BEGIN GIVEN DATA
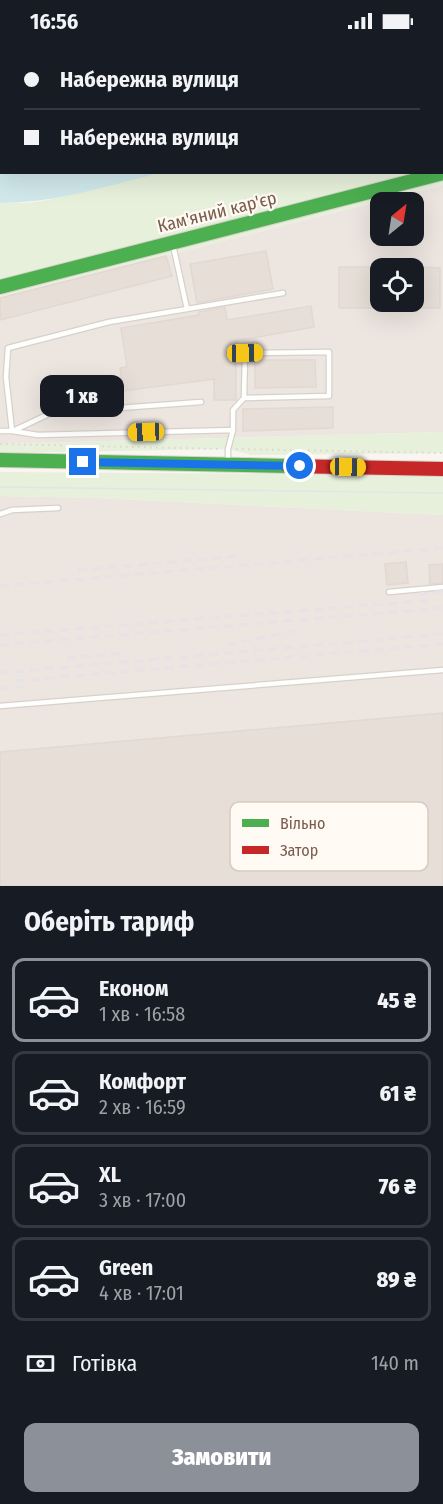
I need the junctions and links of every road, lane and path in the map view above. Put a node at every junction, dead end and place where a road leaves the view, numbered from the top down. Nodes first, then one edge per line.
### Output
1 (439, 174) edge
2 (173, 242) junction
3 (0, 287) edge
4 (283, 293) dead end
5 (187, 309) junction
6 (244, 398) junction
7 (201, 402) dead end
8 (232, 430) junction
9 (0, 431) edge
10 (12, 431) junction
11 (0, 460) edge
12 (228, 464) junction
13 (443, 469) edge
14 (58, 508) dead end
15 (0, 514) edge
16 (443, 587) edge
17 (389, 592) dead end
18 (443, 670) edge
19 (0, 706) edge

1 - 2 main road, Кам'яний кар'єр
2 - 3 main road, Кам'яний кар'єр
2 - 5 lane
4 - 5 lane
5 - 10 lane
6 - 6 lane
6 - 8 lane
7 - 10 lane
8 - 10 lane
8 - 12 lane
9 - 10 lane
11 - 12 main road
12 - 13 main road
14 - 15 lane
16 - 17 lane
18 - 19 lane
END GIVEN DATA
Would you please write out the entries in full, exactly as they read, but without pictures?

I need the junctions and links of every road, lane and path in the map view above. Put a node at every junction, dead end and place where a road leaves the view, numbered from the top down. Nodes first, then one edge per line.
### Output
1 (439, 174) edge
2 (173, 242) junction
3 (0, 287) edge
4 (283, 293) dead end
5 (187, 309) junction
6 (244, 398) junction
7 (201, 402) dead end
8 (232, 430) junction
9 (0, 431) edge
10 (12, 431) junction
11 (0, 460) edge
12 (228, 464) junction
13 (443, 469) edge
14 (58, 508) dead end
15 (0, 514) edge
16 (443, 587) edge
17 (389, 592) dead end
18 (443, 670) edge
19 (0, 706) edge

1 - 2 main road, Кам'яний кар'єр
2 - 3 main road, Кам'яний кар'єр
2 - 5 lane
4 - 5 lane
5 - 10 lane
6 - 6 lane
6 - 8 lane
7 - 10 lane
8 - 10 lane
8 - 12 lane
9 - 10 lane
11 - 12 main road
12 - 13 main road
14 - 15 lane
16 - 17 lane
18 - 19 lane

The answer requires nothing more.